Sift through the material below and return the lines with "node".
+-------+
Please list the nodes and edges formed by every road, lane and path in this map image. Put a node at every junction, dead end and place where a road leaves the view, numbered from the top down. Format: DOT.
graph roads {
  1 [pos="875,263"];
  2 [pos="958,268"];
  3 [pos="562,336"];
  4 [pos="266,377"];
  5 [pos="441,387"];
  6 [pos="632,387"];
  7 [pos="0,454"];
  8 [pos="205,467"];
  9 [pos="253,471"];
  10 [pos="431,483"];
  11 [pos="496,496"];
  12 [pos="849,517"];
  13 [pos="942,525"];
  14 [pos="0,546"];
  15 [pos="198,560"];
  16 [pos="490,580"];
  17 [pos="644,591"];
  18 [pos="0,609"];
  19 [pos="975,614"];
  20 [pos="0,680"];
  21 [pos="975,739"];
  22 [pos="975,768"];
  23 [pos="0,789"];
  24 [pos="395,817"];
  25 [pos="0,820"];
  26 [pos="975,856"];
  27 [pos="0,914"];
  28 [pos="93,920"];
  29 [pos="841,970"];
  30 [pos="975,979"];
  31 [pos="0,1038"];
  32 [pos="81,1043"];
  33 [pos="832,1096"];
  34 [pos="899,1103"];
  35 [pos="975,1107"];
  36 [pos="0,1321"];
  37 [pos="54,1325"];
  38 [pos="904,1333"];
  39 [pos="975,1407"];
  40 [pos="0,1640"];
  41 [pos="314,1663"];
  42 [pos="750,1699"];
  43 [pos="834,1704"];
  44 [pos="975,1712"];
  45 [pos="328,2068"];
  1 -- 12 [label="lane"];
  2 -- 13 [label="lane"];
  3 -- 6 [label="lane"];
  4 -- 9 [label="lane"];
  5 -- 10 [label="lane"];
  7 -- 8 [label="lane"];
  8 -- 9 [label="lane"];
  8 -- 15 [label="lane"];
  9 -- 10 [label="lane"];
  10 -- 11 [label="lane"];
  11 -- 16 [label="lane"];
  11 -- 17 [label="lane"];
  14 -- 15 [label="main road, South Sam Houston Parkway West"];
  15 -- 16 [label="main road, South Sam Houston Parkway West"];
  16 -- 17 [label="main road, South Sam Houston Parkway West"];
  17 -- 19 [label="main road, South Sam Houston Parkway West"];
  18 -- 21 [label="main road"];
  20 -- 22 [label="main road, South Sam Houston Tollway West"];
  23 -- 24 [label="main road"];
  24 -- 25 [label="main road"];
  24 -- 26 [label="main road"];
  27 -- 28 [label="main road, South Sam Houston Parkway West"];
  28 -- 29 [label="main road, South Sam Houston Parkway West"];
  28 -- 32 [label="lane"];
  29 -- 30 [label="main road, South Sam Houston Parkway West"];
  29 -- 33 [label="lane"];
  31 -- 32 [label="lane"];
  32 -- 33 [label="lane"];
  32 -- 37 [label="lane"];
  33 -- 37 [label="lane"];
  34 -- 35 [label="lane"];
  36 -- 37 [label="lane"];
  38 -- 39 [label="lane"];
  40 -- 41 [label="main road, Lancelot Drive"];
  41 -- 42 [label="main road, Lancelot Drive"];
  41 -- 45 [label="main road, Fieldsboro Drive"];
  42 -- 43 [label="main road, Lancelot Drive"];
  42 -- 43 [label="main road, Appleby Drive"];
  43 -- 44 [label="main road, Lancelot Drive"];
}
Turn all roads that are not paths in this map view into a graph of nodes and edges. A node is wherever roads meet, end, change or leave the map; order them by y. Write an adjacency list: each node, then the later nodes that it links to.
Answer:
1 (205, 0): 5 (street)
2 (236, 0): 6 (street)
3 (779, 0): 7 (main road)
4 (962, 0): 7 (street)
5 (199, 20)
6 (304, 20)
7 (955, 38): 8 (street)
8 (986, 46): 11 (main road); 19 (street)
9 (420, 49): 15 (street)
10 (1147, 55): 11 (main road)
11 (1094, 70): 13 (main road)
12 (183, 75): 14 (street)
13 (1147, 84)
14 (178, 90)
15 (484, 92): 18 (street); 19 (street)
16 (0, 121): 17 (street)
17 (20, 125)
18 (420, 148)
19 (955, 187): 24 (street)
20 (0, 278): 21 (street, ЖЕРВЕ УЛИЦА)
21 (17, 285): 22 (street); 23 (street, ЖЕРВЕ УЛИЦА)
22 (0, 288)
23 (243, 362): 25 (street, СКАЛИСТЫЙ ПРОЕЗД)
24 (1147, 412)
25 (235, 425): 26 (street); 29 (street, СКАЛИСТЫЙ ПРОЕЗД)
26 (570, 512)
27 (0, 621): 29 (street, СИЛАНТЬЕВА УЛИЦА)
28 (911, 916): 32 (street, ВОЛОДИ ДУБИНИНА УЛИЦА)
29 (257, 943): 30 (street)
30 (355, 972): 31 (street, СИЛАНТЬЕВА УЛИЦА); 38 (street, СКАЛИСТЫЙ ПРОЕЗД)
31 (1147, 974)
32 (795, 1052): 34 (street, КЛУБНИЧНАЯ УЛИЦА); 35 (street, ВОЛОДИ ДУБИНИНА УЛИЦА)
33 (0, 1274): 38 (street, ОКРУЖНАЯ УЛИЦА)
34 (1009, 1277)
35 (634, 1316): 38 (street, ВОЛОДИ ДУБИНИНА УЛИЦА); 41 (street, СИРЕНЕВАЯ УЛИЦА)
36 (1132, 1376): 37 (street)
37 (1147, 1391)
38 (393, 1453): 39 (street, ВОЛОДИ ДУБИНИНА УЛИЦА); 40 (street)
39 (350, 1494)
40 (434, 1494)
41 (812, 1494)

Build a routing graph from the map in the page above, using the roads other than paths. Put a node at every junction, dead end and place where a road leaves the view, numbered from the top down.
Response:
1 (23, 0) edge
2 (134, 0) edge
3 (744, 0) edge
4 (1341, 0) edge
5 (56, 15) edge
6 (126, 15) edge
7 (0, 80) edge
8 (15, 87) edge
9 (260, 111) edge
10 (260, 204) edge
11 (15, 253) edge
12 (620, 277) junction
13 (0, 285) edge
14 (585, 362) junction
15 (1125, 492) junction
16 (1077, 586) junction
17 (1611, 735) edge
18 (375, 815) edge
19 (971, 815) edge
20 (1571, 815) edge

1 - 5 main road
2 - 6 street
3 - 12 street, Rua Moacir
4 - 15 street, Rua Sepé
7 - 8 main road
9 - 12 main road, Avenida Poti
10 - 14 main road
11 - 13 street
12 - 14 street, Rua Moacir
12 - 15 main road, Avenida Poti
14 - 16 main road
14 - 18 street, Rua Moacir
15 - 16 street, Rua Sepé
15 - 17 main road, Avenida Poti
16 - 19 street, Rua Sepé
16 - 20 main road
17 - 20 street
+-------+
» **ANSWER TO THE PROBLEM**
Please list the nodes and edges formed by every road, lane and path in this map image. Put a node at every junction, dead end and place where a road leaves the view, numbered from the top down. Format: DOT.
Turn all roads that are not paths in this map view into a graph of nodes and edges. A node is wherever roads meet, end, change or leave the map; order them by y. Write an adjacency list: each node, then the later nodes that it links to.
Build a routing graph from the map in the page above, using the roads other than paths. Put a node at every junction, dead end and place where a road leaves the view, numbered from the top down.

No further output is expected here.